Title: The polar oceans and global climate
Over the last 50 years both the physical environment and our perception of the polar regions has changed. Then, we were still exploring their basic geography, but now we understand the future impacts of our carbon emissions on the great polar ice sheets. Polar bears and penguins were only seen in zoos and now amazing television documentaries show hundreds of millions of people these animals in their natural habitat. With the revolution in global knowledge from satellites and broadcast, at one level the polar regions are now well known. But they remain remote.

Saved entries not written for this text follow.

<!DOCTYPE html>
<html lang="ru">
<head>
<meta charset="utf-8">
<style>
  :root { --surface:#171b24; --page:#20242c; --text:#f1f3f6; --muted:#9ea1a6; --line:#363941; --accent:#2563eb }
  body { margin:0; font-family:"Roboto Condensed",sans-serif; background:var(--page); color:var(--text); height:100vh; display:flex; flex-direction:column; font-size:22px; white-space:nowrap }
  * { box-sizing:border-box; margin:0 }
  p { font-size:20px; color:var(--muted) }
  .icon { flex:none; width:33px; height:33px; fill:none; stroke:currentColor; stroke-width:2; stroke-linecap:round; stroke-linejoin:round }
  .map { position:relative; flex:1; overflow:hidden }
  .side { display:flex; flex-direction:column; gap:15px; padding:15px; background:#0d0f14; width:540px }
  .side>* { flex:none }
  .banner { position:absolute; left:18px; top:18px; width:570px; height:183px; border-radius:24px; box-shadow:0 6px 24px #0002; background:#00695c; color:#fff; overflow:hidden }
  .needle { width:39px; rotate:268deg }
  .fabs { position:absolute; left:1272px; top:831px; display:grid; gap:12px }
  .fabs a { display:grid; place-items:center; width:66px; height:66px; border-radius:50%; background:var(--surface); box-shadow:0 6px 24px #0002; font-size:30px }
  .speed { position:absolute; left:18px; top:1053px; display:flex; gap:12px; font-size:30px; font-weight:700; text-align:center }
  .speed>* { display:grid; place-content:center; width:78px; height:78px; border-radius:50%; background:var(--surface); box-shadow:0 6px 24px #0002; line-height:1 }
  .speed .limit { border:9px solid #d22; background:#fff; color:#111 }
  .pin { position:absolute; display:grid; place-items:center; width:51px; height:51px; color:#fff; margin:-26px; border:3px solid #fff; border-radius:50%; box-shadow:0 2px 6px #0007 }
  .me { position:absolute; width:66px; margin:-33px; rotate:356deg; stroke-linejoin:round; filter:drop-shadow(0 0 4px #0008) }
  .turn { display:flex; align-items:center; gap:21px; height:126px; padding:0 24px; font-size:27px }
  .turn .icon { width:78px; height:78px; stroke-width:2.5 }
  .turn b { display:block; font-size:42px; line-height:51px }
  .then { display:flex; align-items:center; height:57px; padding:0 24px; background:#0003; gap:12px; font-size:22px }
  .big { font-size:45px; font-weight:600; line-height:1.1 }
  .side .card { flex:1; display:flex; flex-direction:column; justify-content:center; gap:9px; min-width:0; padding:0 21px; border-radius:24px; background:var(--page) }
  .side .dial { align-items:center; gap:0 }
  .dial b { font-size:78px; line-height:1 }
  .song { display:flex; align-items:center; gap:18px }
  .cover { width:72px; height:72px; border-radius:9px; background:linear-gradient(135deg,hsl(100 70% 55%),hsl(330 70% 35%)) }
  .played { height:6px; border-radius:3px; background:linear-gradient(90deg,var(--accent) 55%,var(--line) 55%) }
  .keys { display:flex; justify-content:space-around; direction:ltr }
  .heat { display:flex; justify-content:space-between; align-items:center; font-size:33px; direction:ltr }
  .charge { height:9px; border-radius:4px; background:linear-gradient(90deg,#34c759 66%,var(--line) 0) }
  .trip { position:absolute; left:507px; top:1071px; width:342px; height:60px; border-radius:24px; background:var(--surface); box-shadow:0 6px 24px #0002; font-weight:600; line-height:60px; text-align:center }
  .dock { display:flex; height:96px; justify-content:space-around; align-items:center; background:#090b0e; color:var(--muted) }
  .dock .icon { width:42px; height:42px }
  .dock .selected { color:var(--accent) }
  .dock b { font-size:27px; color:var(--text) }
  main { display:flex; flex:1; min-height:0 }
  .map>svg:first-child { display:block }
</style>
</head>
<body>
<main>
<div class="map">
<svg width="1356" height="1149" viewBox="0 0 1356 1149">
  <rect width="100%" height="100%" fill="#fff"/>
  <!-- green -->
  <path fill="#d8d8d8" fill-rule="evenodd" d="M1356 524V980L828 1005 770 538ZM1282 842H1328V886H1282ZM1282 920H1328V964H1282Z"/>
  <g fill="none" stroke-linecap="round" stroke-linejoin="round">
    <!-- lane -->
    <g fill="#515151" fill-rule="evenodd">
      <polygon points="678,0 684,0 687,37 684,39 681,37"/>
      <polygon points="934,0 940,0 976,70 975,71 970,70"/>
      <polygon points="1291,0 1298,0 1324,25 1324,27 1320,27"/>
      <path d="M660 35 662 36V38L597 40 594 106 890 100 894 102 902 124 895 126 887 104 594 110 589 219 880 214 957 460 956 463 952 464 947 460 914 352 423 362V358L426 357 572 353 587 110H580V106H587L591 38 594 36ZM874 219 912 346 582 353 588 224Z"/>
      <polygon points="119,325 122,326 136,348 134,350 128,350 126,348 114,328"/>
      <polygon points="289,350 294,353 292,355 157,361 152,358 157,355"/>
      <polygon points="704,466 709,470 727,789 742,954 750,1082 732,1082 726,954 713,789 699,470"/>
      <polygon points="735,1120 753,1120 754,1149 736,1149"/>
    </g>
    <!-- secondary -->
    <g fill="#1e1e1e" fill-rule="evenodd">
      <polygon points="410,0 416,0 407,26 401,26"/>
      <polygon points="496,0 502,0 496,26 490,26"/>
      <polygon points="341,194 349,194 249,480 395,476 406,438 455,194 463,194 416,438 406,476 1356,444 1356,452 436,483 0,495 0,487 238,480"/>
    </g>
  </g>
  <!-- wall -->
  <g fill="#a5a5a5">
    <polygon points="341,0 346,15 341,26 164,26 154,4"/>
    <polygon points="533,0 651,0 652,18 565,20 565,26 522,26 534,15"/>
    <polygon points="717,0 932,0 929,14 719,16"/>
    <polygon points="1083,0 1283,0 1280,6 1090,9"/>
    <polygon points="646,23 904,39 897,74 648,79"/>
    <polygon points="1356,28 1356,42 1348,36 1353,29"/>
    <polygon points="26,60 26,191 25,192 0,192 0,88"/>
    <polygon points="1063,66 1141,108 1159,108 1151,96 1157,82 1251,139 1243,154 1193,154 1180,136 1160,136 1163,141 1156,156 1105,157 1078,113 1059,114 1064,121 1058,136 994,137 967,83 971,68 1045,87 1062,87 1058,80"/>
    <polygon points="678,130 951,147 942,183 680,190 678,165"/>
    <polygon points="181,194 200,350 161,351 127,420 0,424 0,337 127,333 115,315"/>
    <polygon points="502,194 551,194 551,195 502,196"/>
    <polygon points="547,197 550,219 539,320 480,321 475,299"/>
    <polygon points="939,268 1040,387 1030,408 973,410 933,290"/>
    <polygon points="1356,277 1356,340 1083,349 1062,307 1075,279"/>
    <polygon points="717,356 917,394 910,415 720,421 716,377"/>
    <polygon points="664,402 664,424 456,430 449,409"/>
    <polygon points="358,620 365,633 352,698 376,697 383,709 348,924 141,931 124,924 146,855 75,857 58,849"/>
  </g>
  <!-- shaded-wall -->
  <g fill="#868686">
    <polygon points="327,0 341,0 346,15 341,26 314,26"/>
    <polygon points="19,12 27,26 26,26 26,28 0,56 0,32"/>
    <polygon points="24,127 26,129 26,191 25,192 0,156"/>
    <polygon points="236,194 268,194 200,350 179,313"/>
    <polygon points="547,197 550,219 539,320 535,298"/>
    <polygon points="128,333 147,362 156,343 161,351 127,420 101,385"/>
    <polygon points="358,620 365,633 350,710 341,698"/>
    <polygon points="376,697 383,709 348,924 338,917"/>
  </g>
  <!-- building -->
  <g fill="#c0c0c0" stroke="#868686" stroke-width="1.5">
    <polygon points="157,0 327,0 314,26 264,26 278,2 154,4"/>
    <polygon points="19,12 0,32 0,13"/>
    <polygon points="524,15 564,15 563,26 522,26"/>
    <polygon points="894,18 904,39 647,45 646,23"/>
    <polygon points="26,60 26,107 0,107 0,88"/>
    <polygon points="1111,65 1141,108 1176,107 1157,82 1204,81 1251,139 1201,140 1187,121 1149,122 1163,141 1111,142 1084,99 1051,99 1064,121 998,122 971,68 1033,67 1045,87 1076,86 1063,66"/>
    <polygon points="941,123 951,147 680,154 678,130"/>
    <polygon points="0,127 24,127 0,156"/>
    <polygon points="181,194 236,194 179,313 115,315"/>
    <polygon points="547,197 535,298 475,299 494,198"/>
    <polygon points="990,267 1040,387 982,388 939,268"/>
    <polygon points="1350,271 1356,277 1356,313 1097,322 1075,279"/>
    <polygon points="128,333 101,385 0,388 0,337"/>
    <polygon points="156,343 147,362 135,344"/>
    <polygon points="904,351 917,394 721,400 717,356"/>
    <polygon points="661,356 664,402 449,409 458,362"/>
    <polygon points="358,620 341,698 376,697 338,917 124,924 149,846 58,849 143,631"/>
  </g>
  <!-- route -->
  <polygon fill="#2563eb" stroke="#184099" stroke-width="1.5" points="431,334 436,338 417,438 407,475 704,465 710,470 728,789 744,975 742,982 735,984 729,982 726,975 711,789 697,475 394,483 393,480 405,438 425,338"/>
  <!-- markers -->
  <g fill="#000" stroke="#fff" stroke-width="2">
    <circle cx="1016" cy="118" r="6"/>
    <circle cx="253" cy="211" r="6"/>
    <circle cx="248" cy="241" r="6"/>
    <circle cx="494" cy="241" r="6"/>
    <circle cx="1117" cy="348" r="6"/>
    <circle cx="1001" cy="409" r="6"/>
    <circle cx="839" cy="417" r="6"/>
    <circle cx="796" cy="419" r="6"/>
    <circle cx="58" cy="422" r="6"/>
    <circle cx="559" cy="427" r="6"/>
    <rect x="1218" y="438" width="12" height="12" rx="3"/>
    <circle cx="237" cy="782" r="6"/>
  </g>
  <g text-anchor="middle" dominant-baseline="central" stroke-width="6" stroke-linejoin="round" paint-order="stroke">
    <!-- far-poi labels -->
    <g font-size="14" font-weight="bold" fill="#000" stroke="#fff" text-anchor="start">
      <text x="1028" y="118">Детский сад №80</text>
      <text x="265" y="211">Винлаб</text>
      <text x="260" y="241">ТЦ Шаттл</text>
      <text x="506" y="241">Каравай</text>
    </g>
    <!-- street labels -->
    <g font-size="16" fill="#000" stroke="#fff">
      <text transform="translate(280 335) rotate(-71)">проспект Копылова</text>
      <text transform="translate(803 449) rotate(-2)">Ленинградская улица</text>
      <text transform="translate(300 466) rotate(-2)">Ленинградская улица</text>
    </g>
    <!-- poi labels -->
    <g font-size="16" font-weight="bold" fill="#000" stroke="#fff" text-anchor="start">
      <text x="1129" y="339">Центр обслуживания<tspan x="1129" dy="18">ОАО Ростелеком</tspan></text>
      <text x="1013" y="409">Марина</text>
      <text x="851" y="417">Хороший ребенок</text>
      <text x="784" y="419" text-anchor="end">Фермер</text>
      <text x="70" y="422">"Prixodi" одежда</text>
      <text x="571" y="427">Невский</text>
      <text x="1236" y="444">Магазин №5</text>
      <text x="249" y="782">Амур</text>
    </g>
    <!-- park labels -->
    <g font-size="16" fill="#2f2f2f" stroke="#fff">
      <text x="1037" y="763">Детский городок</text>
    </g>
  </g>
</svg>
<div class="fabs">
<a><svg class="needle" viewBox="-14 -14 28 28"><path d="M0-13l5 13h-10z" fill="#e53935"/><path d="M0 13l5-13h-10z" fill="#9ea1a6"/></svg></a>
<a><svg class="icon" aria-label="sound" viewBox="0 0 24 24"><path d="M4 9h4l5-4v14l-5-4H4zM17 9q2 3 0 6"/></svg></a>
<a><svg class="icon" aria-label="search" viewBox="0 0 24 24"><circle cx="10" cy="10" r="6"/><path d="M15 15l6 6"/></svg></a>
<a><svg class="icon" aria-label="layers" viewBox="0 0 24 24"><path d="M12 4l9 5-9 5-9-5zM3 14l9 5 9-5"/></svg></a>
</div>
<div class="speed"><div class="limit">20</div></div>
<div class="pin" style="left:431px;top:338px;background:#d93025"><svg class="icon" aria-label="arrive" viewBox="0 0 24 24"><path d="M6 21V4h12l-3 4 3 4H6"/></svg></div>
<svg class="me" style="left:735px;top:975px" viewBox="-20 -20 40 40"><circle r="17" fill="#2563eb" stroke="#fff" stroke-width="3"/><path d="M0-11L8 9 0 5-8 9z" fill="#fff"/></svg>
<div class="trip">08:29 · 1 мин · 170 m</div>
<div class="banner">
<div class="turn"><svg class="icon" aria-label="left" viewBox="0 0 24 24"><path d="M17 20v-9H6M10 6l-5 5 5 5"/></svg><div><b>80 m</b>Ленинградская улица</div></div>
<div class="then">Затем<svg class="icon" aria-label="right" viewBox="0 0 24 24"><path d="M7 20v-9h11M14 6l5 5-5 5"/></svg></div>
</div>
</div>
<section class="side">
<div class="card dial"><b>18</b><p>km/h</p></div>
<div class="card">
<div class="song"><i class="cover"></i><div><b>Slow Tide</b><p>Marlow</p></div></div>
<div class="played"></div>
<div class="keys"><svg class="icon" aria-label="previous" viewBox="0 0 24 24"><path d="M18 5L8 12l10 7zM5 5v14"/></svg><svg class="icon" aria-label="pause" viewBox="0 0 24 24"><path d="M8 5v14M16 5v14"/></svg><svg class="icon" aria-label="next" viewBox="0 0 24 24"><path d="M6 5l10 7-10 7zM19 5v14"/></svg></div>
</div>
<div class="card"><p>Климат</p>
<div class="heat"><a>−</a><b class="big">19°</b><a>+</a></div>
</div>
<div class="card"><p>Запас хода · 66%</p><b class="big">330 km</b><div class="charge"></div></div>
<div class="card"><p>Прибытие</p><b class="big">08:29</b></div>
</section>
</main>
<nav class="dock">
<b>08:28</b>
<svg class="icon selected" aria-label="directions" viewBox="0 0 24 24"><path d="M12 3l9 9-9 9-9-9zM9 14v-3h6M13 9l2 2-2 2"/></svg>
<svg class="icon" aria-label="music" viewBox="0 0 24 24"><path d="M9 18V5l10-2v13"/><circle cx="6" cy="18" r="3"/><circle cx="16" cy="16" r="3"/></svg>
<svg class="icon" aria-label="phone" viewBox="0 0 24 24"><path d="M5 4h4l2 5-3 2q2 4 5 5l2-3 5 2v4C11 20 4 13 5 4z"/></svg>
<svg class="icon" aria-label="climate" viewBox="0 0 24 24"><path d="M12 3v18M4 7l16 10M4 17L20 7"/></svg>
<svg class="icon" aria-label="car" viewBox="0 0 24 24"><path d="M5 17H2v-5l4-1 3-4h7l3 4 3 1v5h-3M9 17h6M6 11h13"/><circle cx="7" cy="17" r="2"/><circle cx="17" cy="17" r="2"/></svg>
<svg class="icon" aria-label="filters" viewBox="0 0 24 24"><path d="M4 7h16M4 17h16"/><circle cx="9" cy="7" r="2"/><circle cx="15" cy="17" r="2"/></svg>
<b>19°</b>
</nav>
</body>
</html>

We now understand that the ice-covered polar oceans are critical for the climate of our planet. In this lecture Professor Brandon will describe the polar seas, how they work, and their global importance. He will show how research has fed into polar broadcast and how using the series co-produced by the BBC and The Open University, we can teach science to millions. Components of our television broadcast with real time polar data, can even be utilised by distance learning students to learn basic science and get the best possible understanding of what is happening there right now.
A Professor in Polar Oceanography at The Open University, Mark Brandon has over 25 years’ experience of leading successful large projects in research and teaching. He is one of two STEM Open Media Fellows, responsible for co‐ordinating and leading free learning and broadcast across The Open University’s Faculty of Science, Technology Engineering and Mathematics (STEM).
Professor Brandon won the 2012 Times Higher Education award for Most Innovative Teacher of the Year and his main research interest is polar oceans and the physical processes that happen in them.